While this is a problem in general, for Twenty Fourteen only we're talking about a 4px gap, only for users who are logged in (or the rare cases when a site shows the admin bar to logged-out users), and only for older versions of WordPress. Considering that the vast majority of users will get Twenty Fourteen by updating to 3.8, I don't see much of a concern there, since this is a very minor bug (would be interesting to see stats on default themes installed on older versions of WordPress; after Twenty Thirteen didn't support it, do users expect any, let alone almost-complete compatibility?). And, the versions that we are theoretically supporting (back to 3.6) will have only been in the wild for a few months when 3.8 comes out; due to the shorter cycles I would expect a bigger concern with users that don't update and want to install Twenty Fourteen for 3.5 (which I believe we don't support) than 3.6 or 3.7.

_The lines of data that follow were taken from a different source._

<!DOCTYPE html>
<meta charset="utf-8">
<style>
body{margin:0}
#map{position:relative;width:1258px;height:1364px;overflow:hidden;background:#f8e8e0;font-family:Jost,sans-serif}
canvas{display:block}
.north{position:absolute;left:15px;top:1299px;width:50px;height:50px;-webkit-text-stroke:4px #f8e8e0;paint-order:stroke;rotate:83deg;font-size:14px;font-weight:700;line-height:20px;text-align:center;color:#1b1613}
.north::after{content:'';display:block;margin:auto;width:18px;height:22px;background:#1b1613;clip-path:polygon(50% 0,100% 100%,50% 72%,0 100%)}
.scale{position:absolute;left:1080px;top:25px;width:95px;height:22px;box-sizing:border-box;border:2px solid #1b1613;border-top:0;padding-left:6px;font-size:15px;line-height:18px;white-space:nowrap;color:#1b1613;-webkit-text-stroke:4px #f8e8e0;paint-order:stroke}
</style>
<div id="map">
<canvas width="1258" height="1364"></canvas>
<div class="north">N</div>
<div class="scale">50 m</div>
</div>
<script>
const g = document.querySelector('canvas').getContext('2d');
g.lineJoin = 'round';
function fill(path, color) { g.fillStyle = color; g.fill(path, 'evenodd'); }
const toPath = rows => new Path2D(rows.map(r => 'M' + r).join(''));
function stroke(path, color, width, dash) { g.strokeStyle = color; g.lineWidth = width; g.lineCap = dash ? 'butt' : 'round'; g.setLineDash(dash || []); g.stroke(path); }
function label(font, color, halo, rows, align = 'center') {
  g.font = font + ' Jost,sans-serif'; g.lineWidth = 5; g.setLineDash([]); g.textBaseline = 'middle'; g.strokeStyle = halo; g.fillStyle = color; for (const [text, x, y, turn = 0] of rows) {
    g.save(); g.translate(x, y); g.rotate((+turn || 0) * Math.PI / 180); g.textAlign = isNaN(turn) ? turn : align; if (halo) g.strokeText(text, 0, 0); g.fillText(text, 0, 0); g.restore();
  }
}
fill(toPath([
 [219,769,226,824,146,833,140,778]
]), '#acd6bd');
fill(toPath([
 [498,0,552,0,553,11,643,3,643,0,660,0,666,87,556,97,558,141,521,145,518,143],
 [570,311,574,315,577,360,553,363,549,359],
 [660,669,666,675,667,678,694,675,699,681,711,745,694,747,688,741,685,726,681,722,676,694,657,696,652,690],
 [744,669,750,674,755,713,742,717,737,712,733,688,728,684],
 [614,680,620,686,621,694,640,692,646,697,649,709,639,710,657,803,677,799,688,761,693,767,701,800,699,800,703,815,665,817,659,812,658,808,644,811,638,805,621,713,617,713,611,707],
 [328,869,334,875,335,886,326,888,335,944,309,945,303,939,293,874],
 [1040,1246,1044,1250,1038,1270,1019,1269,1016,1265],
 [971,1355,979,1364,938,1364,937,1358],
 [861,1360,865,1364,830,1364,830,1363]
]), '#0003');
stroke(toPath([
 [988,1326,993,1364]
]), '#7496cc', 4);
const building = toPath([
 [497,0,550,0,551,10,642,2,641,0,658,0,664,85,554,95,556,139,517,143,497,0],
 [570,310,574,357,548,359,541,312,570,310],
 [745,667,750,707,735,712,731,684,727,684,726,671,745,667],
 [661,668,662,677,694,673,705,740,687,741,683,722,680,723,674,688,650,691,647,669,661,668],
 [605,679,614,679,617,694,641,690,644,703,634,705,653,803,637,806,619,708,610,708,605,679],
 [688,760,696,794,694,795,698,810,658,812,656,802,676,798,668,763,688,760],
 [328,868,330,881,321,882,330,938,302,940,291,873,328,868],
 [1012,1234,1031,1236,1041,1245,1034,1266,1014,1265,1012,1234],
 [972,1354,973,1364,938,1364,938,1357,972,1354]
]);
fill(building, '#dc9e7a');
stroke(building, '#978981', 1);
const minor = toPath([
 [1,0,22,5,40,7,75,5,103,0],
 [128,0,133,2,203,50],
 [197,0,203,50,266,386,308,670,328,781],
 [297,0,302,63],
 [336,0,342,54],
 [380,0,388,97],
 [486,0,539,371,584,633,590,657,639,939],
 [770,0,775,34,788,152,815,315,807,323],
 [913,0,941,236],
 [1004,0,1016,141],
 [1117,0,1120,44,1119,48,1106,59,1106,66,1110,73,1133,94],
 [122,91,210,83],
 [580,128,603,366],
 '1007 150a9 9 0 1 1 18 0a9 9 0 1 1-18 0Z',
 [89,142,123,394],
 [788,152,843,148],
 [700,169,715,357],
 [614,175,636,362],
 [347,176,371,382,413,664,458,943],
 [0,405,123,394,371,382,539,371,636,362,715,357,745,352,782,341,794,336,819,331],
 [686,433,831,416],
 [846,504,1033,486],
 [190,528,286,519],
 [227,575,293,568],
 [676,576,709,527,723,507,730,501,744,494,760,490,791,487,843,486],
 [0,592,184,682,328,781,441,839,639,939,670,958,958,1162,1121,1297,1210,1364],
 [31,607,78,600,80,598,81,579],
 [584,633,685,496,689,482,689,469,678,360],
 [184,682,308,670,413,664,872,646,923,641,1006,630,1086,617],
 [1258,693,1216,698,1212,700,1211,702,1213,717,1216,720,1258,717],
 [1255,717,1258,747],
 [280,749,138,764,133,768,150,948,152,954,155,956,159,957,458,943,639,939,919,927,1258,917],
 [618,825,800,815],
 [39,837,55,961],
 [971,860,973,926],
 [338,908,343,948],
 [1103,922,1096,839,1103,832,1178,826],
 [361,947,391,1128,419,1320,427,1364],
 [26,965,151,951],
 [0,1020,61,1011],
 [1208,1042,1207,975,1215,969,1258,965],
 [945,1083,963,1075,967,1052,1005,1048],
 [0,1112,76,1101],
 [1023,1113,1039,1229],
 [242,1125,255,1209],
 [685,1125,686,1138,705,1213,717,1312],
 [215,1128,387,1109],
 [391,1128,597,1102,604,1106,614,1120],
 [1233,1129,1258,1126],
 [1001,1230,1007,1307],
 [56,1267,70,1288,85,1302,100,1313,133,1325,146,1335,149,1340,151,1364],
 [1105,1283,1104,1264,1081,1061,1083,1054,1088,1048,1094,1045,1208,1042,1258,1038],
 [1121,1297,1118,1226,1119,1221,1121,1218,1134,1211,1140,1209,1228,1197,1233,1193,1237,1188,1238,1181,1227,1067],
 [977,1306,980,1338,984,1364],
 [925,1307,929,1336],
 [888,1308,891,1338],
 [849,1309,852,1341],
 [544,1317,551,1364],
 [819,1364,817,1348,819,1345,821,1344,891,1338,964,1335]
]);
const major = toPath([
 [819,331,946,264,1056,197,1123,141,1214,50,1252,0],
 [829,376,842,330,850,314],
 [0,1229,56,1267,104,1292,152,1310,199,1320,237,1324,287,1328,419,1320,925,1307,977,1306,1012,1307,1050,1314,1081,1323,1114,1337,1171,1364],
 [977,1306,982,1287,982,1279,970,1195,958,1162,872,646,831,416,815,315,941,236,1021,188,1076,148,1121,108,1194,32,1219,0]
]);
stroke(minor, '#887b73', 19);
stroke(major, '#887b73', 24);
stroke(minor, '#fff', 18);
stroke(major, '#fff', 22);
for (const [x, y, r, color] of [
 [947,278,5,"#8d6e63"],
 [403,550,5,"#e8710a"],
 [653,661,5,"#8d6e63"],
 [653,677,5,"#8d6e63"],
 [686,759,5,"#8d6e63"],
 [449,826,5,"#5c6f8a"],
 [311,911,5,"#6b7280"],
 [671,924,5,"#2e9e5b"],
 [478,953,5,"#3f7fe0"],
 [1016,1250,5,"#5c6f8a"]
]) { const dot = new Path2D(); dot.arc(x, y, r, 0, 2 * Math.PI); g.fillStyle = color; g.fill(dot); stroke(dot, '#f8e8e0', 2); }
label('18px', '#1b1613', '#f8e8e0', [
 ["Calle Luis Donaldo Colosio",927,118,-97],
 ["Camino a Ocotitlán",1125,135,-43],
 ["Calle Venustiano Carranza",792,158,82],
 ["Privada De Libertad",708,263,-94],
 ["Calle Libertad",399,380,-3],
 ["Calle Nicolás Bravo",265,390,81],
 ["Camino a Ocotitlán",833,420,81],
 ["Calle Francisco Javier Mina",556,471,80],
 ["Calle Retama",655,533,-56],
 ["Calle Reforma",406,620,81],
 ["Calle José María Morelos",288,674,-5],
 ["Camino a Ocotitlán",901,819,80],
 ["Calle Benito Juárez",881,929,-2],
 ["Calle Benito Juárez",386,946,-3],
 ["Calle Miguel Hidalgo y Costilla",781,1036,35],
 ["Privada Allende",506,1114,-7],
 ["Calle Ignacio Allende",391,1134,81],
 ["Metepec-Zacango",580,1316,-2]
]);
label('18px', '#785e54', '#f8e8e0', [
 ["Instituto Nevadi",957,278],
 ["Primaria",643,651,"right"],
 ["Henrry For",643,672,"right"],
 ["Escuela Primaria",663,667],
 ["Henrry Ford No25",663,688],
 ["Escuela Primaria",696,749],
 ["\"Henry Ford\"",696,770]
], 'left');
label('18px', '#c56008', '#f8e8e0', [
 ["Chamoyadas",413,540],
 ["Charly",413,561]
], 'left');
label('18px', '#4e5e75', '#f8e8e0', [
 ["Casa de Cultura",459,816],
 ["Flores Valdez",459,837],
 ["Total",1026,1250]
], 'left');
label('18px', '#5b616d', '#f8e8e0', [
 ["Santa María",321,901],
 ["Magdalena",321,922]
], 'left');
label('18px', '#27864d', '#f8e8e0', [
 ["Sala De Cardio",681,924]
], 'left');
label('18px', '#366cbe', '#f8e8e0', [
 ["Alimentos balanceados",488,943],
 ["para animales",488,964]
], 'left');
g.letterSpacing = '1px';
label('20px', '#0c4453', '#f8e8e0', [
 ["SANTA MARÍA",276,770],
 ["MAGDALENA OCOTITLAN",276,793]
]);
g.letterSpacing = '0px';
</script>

So I'd like to add a fourth option:

  1. Leave a small gap below the admin bar and above the Twenty Fourteen fixed header for users who install Twenty Fourteen on older versions of WordPress.

For the other options, I'd say:

  1. Let's not set a precedent of doing this. And WP toolbar is more useful for logged-in users.
  2. Only for logged-in users/if the toolbar is showing, if we must. Please don't remove functionality because of a very minor back-compat concern for something that will probably rarely be used in an older WP environment. It's just a little 4px gap.
  3. Would solve the issue for Twenty Fourteen and everyone else, but doesn't really address the long-term problem (are we stuck with a 28px toolbar forever?). The mobile breakpoint where it jumps even bigger is more of a concern anyway, since themes need to add extra breakpoints to match WordPress'.

@obenland
11 years ago

@celloexpressions
11 years ago

Add min-height to the admin bar, to ensure that it always covers the minimum gap we have set.

#26 @lancewillett
11 years ago

  • Owner set to lancewillett
  • Resolution set to fixed
  • Status changed from new to closed

In 26569:

Twenty Fourteen: add min-height rule to the WP toolbar to ensure that no gap appears in pre-3.8 versions. Props celloexpressions, fixes #25906.